*PROBLEM STATEMENT:* All lines in the material with the string "from" should be listed.
============================================================
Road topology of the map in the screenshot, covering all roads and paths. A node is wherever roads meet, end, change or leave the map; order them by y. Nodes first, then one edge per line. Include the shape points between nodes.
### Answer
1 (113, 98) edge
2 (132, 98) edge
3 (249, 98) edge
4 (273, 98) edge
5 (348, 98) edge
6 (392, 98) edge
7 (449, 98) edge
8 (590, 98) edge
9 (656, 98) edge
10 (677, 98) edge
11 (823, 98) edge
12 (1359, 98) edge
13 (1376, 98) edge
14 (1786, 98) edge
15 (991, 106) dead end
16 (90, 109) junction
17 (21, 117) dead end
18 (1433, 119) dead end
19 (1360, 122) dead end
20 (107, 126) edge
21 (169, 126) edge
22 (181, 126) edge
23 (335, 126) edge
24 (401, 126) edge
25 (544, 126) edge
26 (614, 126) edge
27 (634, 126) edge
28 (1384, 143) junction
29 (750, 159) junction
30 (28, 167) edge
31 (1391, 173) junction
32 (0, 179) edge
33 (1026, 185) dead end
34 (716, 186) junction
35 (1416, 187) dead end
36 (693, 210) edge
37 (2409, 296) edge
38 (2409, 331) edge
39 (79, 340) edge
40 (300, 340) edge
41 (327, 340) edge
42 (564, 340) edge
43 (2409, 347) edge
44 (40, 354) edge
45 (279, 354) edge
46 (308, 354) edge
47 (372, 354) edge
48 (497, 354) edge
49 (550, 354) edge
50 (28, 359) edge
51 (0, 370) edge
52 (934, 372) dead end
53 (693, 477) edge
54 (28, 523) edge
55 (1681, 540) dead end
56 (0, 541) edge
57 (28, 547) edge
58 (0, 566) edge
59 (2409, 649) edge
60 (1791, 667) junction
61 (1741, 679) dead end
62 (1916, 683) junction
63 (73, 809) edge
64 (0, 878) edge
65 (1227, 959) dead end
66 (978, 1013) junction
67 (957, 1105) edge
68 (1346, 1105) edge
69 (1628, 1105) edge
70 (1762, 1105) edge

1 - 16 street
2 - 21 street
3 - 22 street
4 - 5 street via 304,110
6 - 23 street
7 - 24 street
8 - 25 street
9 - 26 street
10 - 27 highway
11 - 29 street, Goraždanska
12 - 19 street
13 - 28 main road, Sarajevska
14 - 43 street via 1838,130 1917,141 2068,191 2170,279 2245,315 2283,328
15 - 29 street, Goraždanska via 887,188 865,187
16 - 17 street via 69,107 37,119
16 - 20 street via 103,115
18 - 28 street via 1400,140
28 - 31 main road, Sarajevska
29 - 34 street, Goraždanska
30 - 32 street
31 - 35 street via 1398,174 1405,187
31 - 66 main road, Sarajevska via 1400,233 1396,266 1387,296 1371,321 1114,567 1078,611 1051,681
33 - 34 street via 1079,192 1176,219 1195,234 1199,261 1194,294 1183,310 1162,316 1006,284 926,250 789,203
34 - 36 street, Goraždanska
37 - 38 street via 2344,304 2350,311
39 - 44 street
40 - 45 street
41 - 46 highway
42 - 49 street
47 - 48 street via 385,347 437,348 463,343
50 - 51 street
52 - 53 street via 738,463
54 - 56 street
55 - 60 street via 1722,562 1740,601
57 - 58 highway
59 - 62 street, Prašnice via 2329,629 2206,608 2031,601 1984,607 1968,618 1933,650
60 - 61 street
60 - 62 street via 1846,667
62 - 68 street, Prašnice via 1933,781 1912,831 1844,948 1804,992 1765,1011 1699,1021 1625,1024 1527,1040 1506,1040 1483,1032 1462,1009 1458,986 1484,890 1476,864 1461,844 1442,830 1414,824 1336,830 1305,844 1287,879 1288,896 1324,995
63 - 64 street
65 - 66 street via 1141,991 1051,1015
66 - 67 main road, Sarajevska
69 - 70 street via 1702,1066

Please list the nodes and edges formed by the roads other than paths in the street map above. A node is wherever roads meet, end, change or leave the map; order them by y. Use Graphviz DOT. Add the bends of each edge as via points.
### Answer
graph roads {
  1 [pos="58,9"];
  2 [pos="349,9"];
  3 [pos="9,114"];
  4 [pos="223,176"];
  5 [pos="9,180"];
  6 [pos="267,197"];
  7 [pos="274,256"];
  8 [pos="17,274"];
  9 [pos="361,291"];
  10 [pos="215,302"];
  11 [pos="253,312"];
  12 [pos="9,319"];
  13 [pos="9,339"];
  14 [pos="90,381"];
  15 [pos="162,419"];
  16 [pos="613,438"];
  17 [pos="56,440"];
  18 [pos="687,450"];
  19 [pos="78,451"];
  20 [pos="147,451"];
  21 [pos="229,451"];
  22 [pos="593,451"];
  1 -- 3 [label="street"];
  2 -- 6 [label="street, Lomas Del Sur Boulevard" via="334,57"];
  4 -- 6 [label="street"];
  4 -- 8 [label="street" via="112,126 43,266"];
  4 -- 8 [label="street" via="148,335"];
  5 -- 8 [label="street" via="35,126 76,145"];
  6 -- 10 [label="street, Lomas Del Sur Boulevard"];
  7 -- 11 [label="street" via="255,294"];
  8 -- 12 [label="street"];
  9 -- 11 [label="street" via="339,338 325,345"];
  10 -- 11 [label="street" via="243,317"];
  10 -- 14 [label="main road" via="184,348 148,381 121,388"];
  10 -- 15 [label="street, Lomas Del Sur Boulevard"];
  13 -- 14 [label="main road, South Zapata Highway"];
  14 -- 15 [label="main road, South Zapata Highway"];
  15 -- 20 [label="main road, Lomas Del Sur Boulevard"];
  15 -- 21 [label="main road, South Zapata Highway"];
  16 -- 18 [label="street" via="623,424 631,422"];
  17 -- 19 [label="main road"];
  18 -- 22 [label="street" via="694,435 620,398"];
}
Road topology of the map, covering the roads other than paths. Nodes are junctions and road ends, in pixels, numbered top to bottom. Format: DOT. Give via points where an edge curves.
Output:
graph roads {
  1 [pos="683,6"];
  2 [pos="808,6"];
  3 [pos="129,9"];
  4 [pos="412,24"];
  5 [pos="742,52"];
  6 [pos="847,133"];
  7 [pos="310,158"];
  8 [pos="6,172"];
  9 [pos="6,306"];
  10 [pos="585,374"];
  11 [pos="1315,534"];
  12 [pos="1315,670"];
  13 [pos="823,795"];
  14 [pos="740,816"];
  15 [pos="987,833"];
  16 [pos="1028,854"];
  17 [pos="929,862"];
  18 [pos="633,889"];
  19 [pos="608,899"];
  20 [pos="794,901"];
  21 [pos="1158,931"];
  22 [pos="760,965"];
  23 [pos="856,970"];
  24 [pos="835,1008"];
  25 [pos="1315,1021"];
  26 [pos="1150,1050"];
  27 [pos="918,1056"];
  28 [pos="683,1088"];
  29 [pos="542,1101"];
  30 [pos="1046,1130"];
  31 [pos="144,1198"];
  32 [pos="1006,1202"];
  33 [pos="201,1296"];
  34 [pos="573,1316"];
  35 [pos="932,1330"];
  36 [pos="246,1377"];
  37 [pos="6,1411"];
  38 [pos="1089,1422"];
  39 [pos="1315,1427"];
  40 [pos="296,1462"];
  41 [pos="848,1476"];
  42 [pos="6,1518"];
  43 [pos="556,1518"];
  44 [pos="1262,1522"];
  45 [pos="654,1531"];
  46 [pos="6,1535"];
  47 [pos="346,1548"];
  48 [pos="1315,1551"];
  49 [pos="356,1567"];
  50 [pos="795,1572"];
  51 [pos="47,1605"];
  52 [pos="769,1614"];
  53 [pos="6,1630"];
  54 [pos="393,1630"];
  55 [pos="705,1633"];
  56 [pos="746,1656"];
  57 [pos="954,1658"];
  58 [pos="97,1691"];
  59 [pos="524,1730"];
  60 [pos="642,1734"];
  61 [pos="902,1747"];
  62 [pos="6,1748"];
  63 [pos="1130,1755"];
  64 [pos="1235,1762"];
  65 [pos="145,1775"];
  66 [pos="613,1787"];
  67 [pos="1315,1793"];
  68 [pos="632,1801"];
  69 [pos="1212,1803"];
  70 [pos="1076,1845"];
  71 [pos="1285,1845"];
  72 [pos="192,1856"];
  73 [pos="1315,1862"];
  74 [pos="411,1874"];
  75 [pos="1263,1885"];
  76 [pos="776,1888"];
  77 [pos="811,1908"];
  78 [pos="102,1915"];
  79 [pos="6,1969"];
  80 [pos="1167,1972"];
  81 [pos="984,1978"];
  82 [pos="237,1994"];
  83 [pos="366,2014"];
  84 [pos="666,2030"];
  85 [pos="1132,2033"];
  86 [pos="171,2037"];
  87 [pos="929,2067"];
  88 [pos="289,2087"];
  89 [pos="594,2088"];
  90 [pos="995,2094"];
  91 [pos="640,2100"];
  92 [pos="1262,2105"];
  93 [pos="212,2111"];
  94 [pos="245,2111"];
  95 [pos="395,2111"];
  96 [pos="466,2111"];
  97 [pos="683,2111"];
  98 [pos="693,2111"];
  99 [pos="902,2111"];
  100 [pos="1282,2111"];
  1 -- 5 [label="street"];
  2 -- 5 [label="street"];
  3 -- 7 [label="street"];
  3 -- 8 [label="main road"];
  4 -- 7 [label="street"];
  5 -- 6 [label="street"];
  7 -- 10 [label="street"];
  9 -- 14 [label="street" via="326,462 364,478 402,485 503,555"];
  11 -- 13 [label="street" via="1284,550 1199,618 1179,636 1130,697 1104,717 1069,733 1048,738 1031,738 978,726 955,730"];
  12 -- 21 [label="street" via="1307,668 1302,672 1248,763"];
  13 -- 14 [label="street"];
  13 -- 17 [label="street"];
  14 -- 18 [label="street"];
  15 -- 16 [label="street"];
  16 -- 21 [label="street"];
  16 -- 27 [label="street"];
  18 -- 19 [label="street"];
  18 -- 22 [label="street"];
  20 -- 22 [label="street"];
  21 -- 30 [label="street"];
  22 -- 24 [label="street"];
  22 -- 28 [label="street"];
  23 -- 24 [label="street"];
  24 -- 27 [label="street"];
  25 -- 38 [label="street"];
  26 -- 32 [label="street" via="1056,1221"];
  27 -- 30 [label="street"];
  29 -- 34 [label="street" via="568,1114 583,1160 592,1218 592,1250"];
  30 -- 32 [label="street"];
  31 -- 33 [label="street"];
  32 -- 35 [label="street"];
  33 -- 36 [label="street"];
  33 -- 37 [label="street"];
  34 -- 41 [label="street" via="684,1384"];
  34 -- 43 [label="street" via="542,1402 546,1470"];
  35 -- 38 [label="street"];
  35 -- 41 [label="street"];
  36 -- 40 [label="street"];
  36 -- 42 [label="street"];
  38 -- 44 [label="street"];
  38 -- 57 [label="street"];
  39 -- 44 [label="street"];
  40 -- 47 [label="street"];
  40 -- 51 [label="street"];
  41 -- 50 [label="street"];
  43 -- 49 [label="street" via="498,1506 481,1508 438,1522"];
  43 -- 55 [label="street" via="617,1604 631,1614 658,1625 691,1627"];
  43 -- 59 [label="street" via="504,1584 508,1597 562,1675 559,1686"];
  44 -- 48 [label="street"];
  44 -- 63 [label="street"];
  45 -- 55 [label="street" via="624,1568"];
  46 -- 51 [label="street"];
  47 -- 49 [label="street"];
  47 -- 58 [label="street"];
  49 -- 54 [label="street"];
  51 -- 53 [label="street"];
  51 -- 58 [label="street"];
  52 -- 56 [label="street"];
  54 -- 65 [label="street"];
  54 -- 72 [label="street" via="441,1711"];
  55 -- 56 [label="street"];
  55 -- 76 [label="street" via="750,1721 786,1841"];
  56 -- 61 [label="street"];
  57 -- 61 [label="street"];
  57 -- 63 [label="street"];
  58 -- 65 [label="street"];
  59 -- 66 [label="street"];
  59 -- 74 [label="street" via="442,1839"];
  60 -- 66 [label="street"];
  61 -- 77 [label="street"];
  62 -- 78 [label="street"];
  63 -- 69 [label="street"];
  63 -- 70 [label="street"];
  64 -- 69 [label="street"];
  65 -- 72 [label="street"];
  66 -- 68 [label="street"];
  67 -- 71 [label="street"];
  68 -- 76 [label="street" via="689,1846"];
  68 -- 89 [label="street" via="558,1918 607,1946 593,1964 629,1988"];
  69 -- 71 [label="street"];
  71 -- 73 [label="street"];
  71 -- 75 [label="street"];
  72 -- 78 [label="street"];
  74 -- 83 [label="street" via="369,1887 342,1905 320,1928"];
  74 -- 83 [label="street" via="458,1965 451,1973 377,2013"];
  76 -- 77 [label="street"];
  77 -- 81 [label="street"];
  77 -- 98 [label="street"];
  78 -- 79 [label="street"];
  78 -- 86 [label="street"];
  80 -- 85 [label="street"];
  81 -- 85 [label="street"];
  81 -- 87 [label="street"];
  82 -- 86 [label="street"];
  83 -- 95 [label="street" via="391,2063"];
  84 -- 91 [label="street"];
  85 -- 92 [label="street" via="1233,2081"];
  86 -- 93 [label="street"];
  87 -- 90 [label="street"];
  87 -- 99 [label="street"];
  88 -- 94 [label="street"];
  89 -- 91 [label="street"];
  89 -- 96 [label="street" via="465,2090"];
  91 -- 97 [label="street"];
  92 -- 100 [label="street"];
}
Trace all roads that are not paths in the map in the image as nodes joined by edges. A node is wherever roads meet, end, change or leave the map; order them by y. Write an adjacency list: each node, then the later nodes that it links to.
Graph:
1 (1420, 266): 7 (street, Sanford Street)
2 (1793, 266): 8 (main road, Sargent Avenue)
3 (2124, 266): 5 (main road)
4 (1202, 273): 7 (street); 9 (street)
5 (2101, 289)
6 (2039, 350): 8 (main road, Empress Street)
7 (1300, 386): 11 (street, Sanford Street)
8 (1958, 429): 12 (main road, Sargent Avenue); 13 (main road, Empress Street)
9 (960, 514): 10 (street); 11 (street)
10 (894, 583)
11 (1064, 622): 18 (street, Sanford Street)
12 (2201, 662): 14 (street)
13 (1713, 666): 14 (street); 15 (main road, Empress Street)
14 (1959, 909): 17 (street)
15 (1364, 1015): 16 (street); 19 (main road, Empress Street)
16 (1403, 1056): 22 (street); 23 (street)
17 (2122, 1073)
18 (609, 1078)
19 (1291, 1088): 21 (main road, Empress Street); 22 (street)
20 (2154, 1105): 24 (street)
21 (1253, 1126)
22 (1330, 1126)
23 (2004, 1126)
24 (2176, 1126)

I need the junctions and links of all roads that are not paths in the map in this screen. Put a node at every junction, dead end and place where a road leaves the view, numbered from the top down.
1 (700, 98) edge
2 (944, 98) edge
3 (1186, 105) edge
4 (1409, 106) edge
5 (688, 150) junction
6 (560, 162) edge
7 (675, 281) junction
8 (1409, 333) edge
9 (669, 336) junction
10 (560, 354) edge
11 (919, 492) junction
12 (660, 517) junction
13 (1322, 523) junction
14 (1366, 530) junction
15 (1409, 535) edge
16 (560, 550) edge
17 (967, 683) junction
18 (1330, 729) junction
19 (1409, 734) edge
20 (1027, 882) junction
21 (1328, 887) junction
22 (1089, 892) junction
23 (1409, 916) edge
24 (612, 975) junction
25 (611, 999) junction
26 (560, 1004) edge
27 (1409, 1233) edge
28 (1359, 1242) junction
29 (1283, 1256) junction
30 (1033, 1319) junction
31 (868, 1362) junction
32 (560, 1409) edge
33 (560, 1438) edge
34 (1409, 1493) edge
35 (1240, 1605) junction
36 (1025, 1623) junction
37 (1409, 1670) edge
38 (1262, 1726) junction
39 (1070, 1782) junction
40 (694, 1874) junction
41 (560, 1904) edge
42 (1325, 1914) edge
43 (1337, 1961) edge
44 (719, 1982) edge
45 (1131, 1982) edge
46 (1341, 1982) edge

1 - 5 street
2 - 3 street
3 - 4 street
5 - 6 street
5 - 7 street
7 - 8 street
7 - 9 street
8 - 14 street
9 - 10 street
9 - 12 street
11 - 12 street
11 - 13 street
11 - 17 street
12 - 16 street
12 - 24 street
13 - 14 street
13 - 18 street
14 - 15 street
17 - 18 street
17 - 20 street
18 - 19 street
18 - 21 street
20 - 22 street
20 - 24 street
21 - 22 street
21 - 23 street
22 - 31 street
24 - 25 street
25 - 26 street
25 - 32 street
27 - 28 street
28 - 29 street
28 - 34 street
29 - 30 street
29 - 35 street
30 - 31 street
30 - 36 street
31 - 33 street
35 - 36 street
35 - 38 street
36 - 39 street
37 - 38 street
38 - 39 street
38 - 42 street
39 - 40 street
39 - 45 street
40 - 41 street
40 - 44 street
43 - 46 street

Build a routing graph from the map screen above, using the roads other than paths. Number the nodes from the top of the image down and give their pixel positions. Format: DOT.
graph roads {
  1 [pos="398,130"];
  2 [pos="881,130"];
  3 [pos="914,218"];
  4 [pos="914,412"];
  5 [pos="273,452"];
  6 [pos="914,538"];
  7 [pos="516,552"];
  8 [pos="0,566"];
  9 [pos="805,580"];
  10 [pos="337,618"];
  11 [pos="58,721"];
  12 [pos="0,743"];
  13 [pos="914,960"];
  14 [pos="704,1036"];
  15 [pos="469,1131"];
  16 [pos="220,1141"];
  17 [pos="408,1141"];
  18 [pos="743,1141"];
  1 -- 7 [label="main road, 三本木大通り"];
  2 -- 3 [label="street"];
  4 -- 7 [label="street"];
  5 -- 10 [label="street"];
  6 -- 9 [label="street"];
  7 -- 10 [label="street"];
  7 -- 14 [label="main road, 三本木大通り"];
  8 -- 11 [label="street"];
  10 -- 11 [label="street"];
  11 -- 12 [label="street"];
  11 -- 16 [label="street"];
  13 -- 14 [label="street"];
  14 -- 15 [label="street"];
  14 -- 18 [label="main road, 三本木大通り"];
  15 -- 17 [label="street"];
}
============================================================
*TASK ANSWER:*
I need the junctions and links of all roads that are not paths in the map in this screen. Put a node at every junction, dead end and place where a road leaves the view, numbered from the top down.
Build a routing graph from the map screen above, using the roads other than paths. Number the nodes from the top of the image down and give their pixel positions. Format: DOT.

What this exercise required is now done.